▶ [Problem requirements]
Quote the whole listing exactly. Leave the pictures out of your copy.

▶ [Data provided]
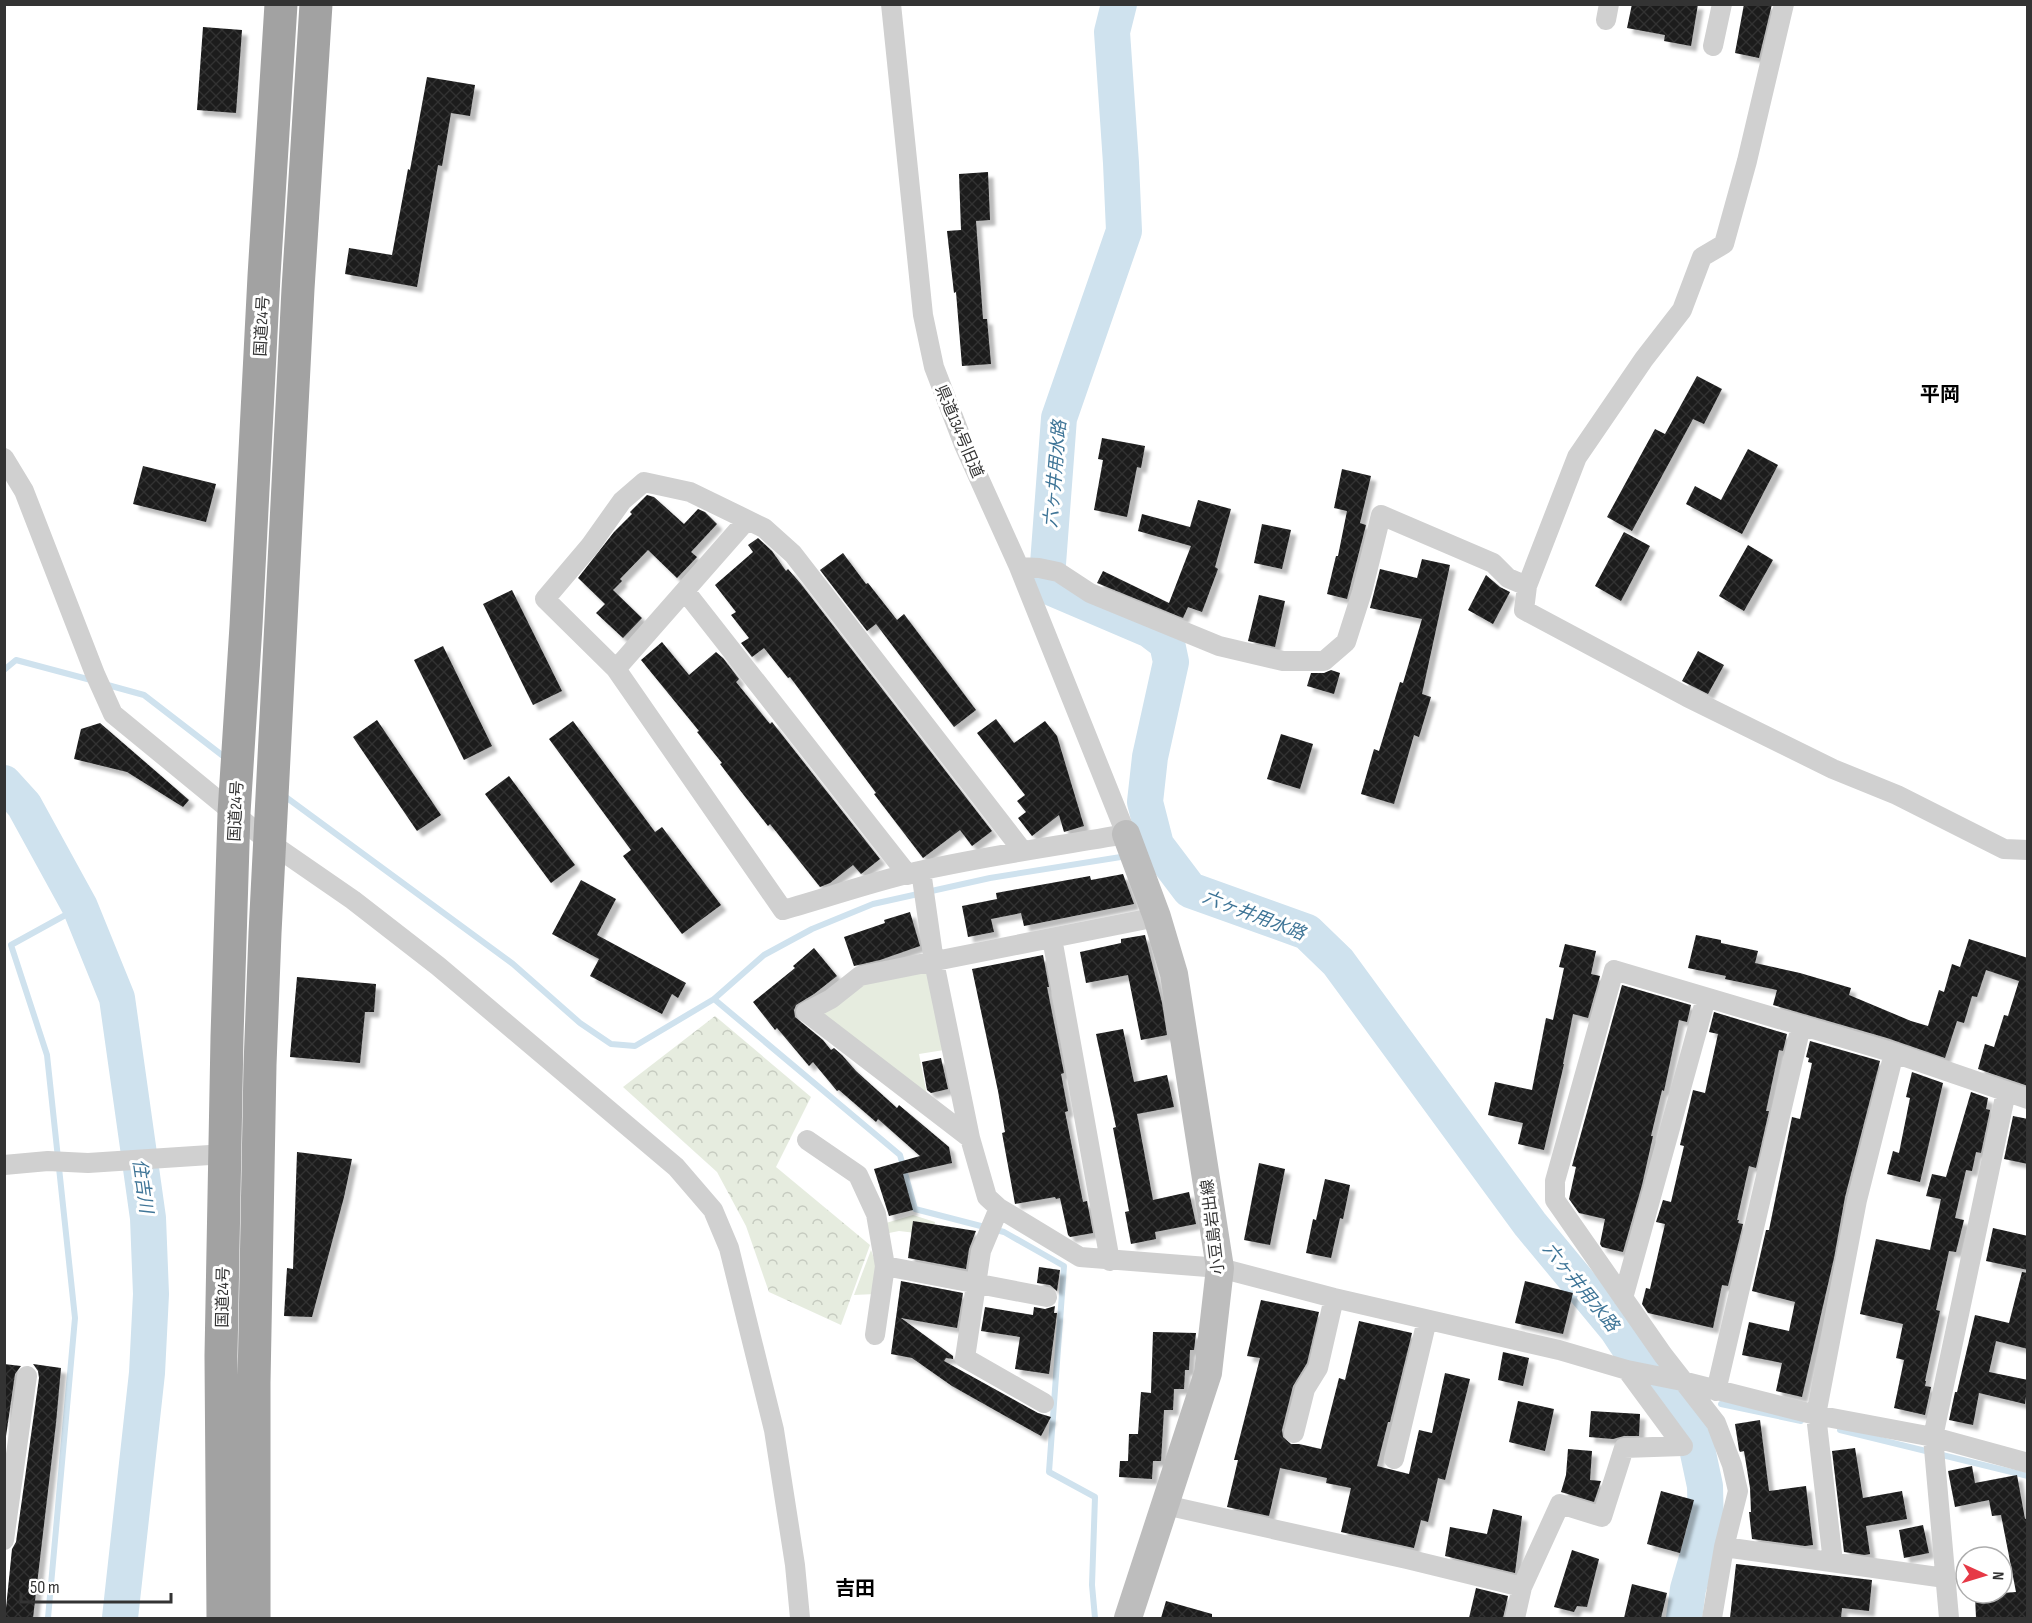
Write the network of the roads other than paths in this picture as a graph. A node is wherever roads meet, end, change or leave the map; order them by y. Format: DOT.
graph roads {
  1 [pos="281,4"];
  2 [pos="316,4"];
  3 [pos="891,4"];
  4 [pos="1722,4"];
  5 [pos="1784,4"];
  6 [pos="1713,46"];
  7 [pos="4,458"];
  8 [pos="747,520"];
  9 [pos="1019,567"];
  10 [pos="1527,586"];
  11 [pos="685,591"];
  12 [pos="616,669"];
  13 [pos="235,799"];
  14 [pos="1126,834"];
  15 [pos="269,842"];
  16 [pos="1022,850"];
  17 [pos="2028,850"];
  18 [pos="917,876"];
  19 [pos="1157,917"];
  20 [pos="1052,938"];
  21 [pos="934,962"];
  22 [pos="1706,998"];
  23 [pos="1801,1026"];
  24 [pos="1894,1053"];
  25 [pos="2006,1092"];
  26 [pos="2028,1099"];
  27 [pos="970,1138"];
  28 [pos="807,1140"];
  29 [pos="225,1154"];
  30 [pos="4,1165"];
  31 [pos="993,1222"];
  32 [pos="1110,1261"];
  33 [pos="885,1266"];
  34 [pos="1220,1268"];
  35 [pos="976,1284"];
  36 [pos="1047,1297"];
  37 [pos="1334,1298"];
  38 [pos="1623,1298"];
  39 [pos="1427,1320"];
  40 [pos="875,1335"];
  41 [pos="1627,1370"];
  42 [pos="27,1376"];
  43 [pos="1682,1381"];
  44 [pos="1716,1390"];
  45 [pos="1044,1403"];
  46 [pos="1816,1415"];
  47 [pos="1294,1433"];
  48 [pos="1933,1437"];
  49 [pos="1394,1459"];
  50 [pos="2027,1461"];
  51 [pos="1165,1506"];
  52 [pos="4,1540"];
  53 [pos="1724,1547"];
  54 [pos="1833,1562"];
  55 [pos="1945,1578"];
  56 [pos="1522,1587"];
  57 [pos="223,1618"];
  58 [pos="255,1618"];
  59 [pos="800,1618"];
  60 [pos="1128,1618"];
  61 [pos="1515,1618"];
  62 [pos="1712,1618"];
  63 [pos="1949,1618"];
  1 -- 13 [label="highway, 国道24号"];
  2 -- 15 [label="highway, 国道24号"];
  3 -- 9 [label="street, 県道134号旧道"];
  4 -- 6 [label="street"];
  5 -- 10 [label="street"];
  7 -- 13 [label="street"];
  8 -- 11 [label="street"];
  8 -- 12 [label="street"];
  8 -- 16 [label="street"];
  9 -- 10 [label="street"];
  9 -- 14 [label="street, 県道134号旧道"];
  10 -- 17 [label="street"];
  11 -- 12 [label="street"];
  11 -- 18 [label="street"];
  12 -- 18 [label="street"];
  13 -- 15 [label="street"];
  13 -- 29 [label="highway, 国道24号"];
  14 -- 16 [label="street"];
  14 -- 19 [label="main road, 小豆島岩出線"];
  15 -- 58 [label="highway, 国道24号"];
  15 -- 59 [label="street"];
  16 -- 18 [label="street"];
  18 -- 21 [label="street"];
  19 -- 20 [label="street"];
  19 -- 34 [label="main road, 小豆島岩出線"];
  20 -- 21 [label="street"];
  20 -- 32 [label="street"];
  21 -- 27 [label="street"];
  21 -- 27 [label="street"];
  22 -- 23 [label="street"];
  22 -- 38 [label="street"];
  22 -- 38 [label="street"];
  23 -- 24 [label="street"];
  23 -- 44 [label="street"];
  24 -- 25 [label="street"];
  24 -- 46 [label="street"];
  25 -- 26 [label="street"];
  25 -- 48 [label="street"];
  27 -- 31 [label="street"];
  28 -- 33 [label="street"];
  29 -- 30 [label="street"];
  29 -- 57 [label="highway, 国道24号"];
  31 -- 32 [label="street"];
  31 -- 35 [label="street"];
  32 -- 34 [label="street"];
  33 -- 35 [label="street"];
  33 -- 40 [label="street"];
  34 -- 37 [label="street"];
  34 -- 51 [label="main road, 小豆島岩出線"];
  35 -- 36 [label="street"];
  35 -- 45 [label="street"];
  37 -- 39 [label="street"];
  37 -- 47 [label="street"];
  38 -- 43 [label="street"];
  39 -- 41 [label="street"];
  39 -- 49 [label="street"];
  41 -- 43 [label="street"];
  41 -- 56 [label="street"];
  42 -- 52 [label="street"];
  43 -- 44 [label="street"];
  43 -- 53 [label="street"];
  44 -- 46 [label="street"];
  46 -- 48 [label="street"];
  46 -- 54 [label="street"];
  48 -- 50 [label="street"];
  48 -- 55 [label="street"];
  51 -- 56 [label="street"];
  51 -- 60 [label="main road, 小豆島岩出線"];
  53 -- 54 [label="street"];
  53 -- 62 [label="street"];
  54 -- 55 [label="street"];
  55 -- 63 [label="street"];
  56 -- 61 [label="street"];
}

▶ [Reply to the exercise]
Write the network of the roads other than paths in this picture as a graph. A node is wherever roads meet, end, change or leave the map; order them by y. Format: DOT.
graph roads {
  1 [pos="281,4"];
  2 [pos="316,4"];
  3 [pos="891,4"];
  4 [pos="1722,4"];
  5 [pos="1784,4"];
  6 [pos="1713,46"];
  7 [pos="4,458"];
  8 [pos="747,520"];
  9 [pos="1019,567"];
  10 [pos="1527,586"];
  11 [pos="685,591"];
  12 [pos="616,669"];
  13 [pos="235,799"];
  14 [pos="1126,834"];
  15 [pos="269,842"];
  16 [pos="1022,850"];
  17 [pos="2028,850"];
  18 [pos="917,876"];
  19 [pos="1157,917"];
  20 [pos="1052,938"];
  21 [pos="934,962"];
  22 [pos="1706,998"];
  23 [pos="1801,1026"];
  24 [pos="1894,1053"];
  25 [pos="2006,1092"];
  26 [pos="2028,1099"];
  27 [pos="970,1138"];
  28 [pos="807,1140"];
  29 [pos="225,1154"];
  30 [pos="4,1165"];
  31 [pos="993,1222"];
  32 [pos="1110,1261"];
  33 [pos="885,1266"];
  34 [pos="1220,1268"];
  35 [pos="976,1284"];
  36 [pos="1047,1297"];
  37 [pos="1334,1298"];
  38 [pos="1623,1298"];
  39 [pos="1427,1320"];
  40 [pos="875,1335"];
  41 [pos="1627,1370"];
  42 [pos="27,1376"];
  43 [pos="1682,1381"];
  44 [pos="1716,1390"];
  45 [pos="1044,1403"];
  46 [pos="1816,1415"];
  47 [pos="1294,1433"];
  48 [pos="1933,1437"];
  49 [pos="1394,1459"];
  50 [pos="2027,1461"];
  51 [pos="1165,1506"];
  52 [pos="4,1540"];
  53 [pos="1724,1547"];
  54 [pos="1833,1562"];
  55 [pos="1945,1578"];
  56 [pos="1522,1587"];
  57 [pos="223,1618"];
  58 [pos="255,1618"];
  59 [pos="800,1618"];
  60 [pos="1128,1618"];
  61 [pos="1515,1618"];
  62 [pos="1712,1618"];
  63 [pos="1949,1618"];
  1 -- 13 [label="highway, 国道24号"];
  2 -- 15 [label="highway, 国道24号"];
  3 -- 9 [label="street, 県道134号旧道"];
  4 -- 6 [label="street"];
  5 -- 10 [label="street"];
  7 -- 13 [label="street"];
  8 -- 11 [label="street"];
  8 -- 12 [label="street"];
  8 -- 16 [label="street"];
  9 -- 10 [label="street"];
  9 -- 14 [label="street, 県道134号旧道"];
  10 -- 17 [label="street"];
  11 -- 12 [label="street"];
  11 -- 18 [label="street"];
  12 -- 18 [label="street"];
  13 -- 15 [label="street"];
  13 -- 29 [label="highway, 国道24号"];
  14 -- 16 [label="street"];
  14 -- 19 [label="main road, 小豆島岩出線"];
  15 -- 58 [label="highway, 国道24号"];
  15 -- 59 [label="street"];
  16 -- 18 [label="street"];
  18 -- 21 [label="street"];
  19 -- 20 [label="street"];
  19 -- 34 [label="main road, 小豆島岩出線"];
  20 -- 21 [label="street"];
  20 -- 32 [label="street"];
  21 -- 27 [label="street"];
  21 -- 27 [label="street"];
  22 -- 23 [label="street"];
  22 -- 38 [label="street"];
  22 -- 38 [label="street"];
  23 -- 24 [label="street"];
  23 -- 44 [label="street"];
  24 -- 25 [label="street"];
  24 -- 46 [label="street"];
  25 -- 26 [label="street"];
  25 -- 48 [label="street"];
  27 -- 31 [label="street"];
  28 -- 33 [label="street"];
  29 -- 30 [label="street"];
  29 -- 57 [label="highway, 国道24号"];
  31 -- 32 [label="street"];
  31 -- 35 [label="street"];
  32 -- 34 [label="street"];
  33 -- 35 [label="street"];
  33 -- 40 [label="street"];
  34 -- 37 [label="street"];
  34 -- 51 [label="main road, 小豆島岩出線"];
  35 -- 36 [label="street"];
  35 -- 45 [label="street"];
  37 -- 39 [label="street"];
  37 -- 47 [label="street"];
  38 -- 43 [label="street"];
  39 -- 41 [label="street"];
  39 -- 49 [label="street"];
  41 -- 43 [label="street"];
  41 -- 56 [label="street"];
  42 -- 52 [label="street"];
  43 -- 44 [label="street"];
  43 -- 53 [label="street"];
  44 -- 46 [label="street"];
  46 -- 48 [label="street"];
  46 -- 54 [label="street"];
  48 -- 50 [label="street"];
  48 -- 55 [label="street"];
  51 -- 56 [label="street"];
  51 -- 60 [label="main road, 小豆島岩出線"];
  53 -- 54 [label="street"];
  53 -- 62 [label="street"];
  54 -- 55 [label="street"];
  55 -- 63 [label="street"];
  56 -- 61 [label="street"];
}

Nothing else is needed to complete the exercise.